As studios and writers return to the bargaining table Wednesday, the economic impact of the months-long writers’ and actors’ strikes has surpassed a staggering $5 billion, and the pain is increasingly being felt across multiple industries, according to economists.
In New York alone, the disruption of 11 major productions, which applied for the state’s tax credit program, has resulted in a loss of $1.3 billion and 17,000 hires in the state, according to Empire State Development.
Across the U.S., “we are definitely moving towards $6 billion in costs, but I cannot say for certain we are there yet,” says Kevin Klowden, the Milken Institute’s chief global strategist. Klowden says major impacts are coming from a rise in evictions, which is also tied to the end of eviction moratoriums in California. Klowden said he’s also observing a lot of staffing cuts in restaurants and service firms, as well as expenditure cutbacks at studios.
Todd Holmes, an associate professor of entertainment media management at Cal State Northridge, points to the U.S. Bureau of Labor and Statistics (BLS), which recorded a drop of 34,800 employees in the motion picture and sound recording industries between May and August.
“There’s no doubt that a lot of that is due to the strikes,” Holmes says, adding that there could be more strike-related losses recorded in other BLS categories, including those in makeup, catering, custodial work, and other businesses that support productions. “It’s been a real mess, and it just gets worse each day as the strikes continue,” he added.
Many job losses are from entertainment industry adjacent businesses like History for Hire, a prop shop whose owner, Pam Elyea, feels the ripple effect on those that rely on the entertainment industry.

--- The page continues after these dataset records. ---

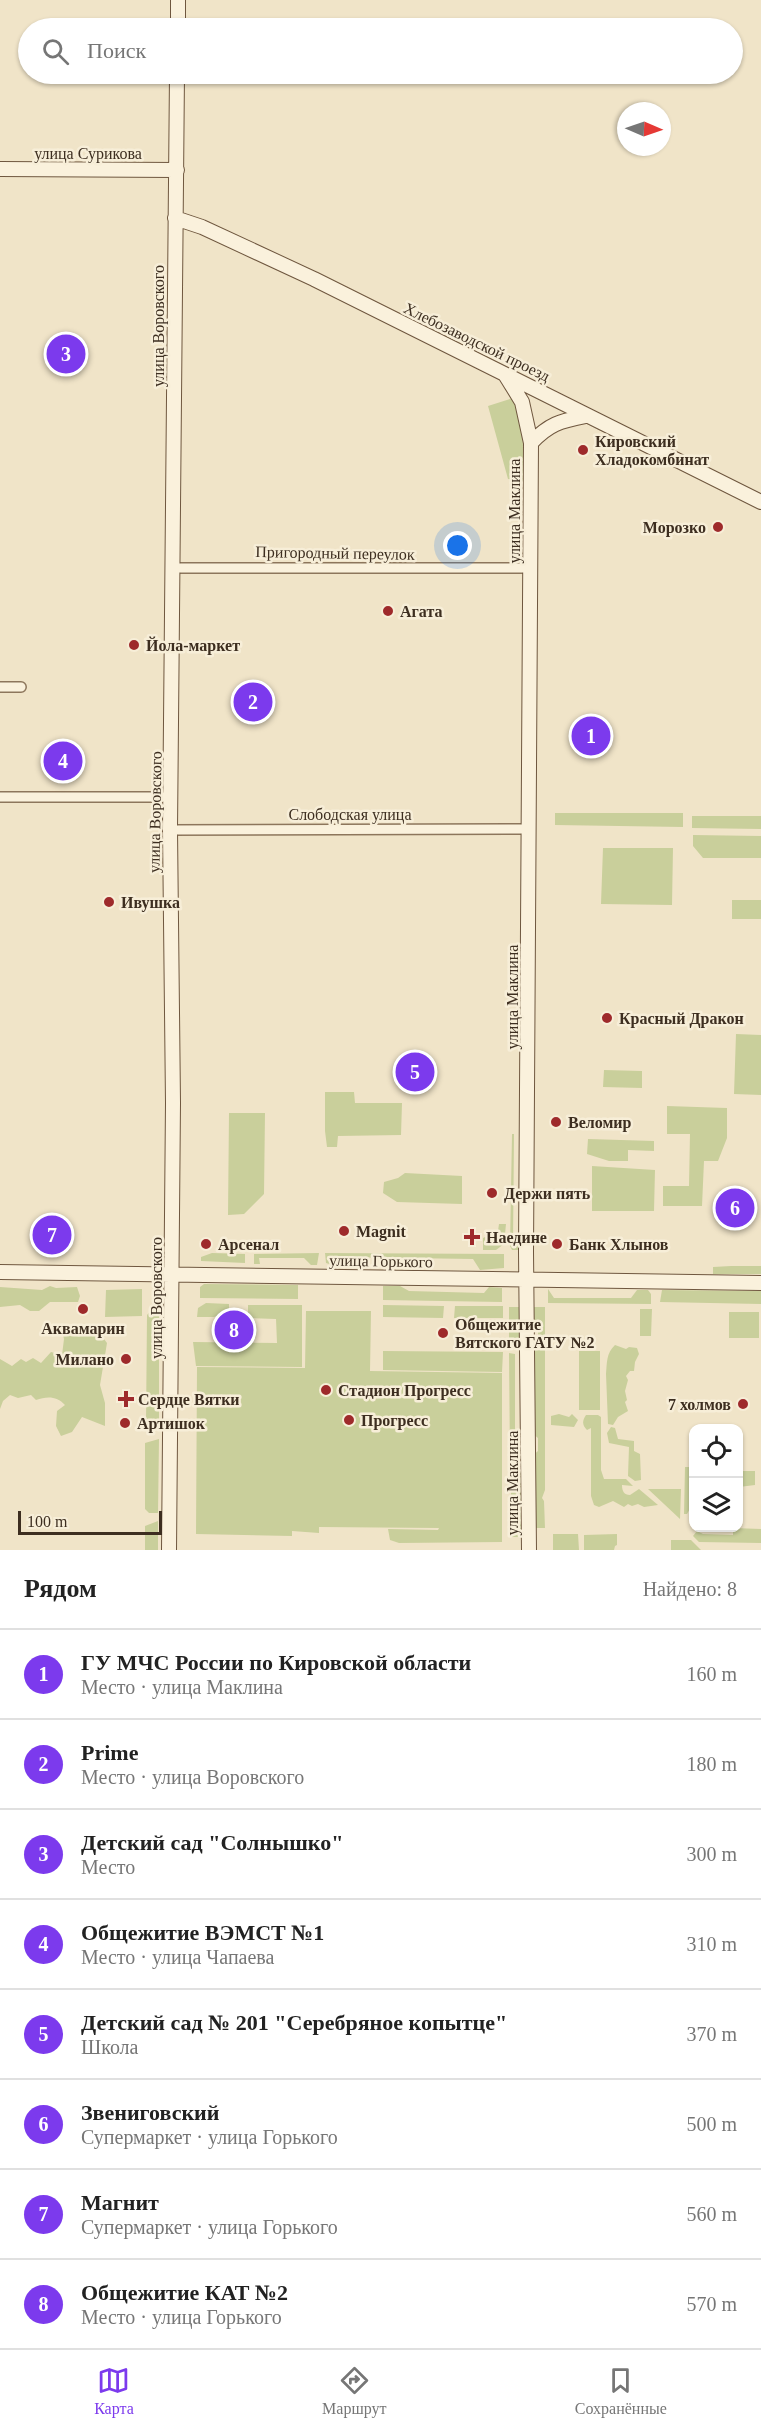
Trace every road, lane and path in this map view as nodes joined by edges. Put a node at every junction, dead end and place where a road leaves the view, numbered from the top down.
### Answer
1 (178, 0) edge
2 (178, 18) edge
3 (177, 84) edge
4 (0, 169) edge
5 (177, 170) junction
6 (175, 218) junction
7 (506, 376) junction
8 (586, 416) junction
9 (531, 443) junction
10 (761, 502) edge
11 (174, 568) junction
12 (531, 568) junction
13 (0, 687) edge
14 (21, 687) dead end
15 (0, 797) edge
16 (172, 797) junction
17 (530, 829) junction
18 (170, 830) junction
19 (0, 1272) edge
20 (172, 1273) junction
21 (526, 1280) junction
22 (761, 1283) edge
23 (169, 1550) edge
24 (529, 1550) edge

1 - 2 street
3 - 5 street, улица Воровского
4 - 5 street, улица Сурикова
5 - 6 street, улица Воровского
6 - 7 street, Хлебозаводской проезд
6 - 11 street, улица Воровского
7 - 8 street, Хлебозаводской проезд
7 - 9 street, улица Маклина
8 - 9 street, улица Маклина
8 - 10 street, Хлебозаводской проезд
9 - 12 street, улица Маклина
11 - 12 street, Пригородный переулок
11 - 16 street, улица Воровского
12 - 17 street, улица Маклина
13 - 14 street
15 - 16 street
16 - 18 street, улица Воровского
17 - 18 street, Слободская улица
17 - 21 street, улица Маклина
18 - 20 street, улица Воровского
19 - 20 street, улица Горького
20 - 21 street, улица Горького
20 - 23 street, улица Воровского
21 - 22 street, улица Горького
21 - 24 street, улица Маклина

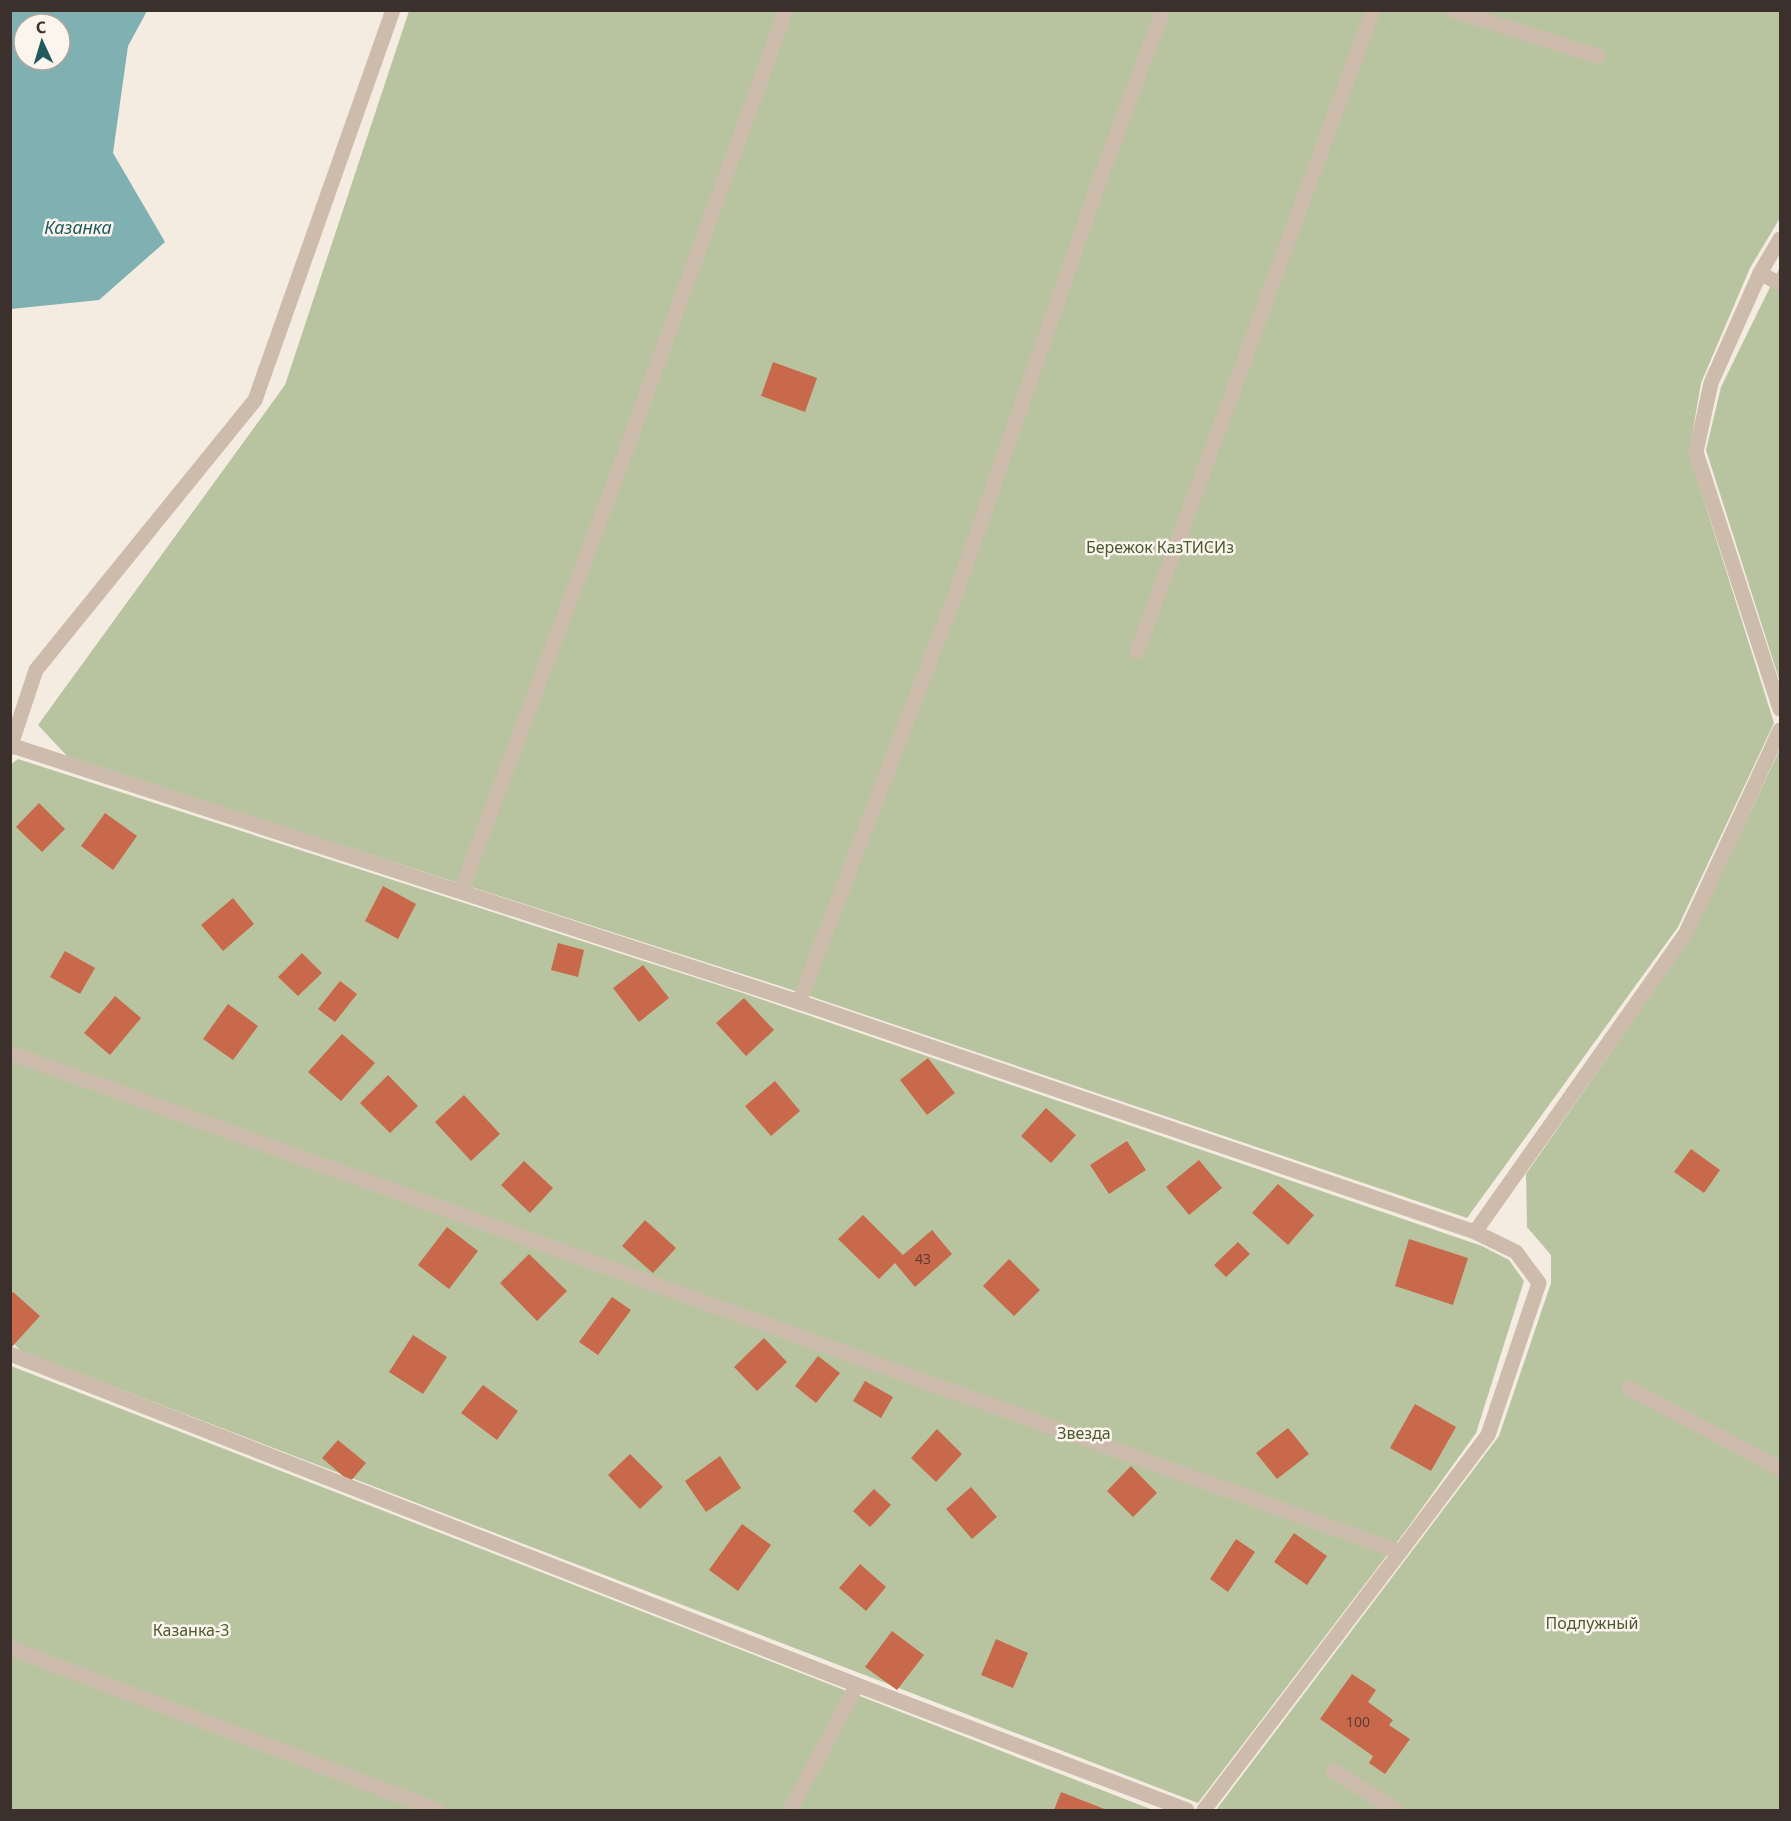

Elyea’s company works to dress the sets of movies, TV shows, commercials and music videos, renting out everything from sports equipment to battle gear for period pieces.
Before the strike, she says her 33-thousand square foot warehouse was “extremely hectic” with phones ringing and a staff of 15 to 20 moving orders of props in and out.
Now, she’s had to cut half her staff because demand is drying up. The remaining staff members switched to a California workshare program this week, where they work reduced hours, receive partial unemployment benefits, while maintaining health insurance.
“I would have people in and out here, I would have swing guys come and pull orders,” Elyea tells CNN, looking at just a few items on carts in her warehouse awaiting pick-up. “We’d be boxing stuff, we’d be on the phones, the phone would be ringing, I would have twice the staff that I have right now. It would be extremely hectic.”
The ongoing strike is taking an emotional toll on Elyea, who says History for Hire has been in business for forty years.
“I’m the one who worries at night,” a choked-up Elyea tells CNN. “You don’t lay somebody off without thinking, I’m not just taking their job, they’re gonna lose their home, they’re gonna lose their apartment because nobody makes enough to, to live in Los Angeles. This is an extremely expensive city to live in. So, so you’re really impacting someone’s life.”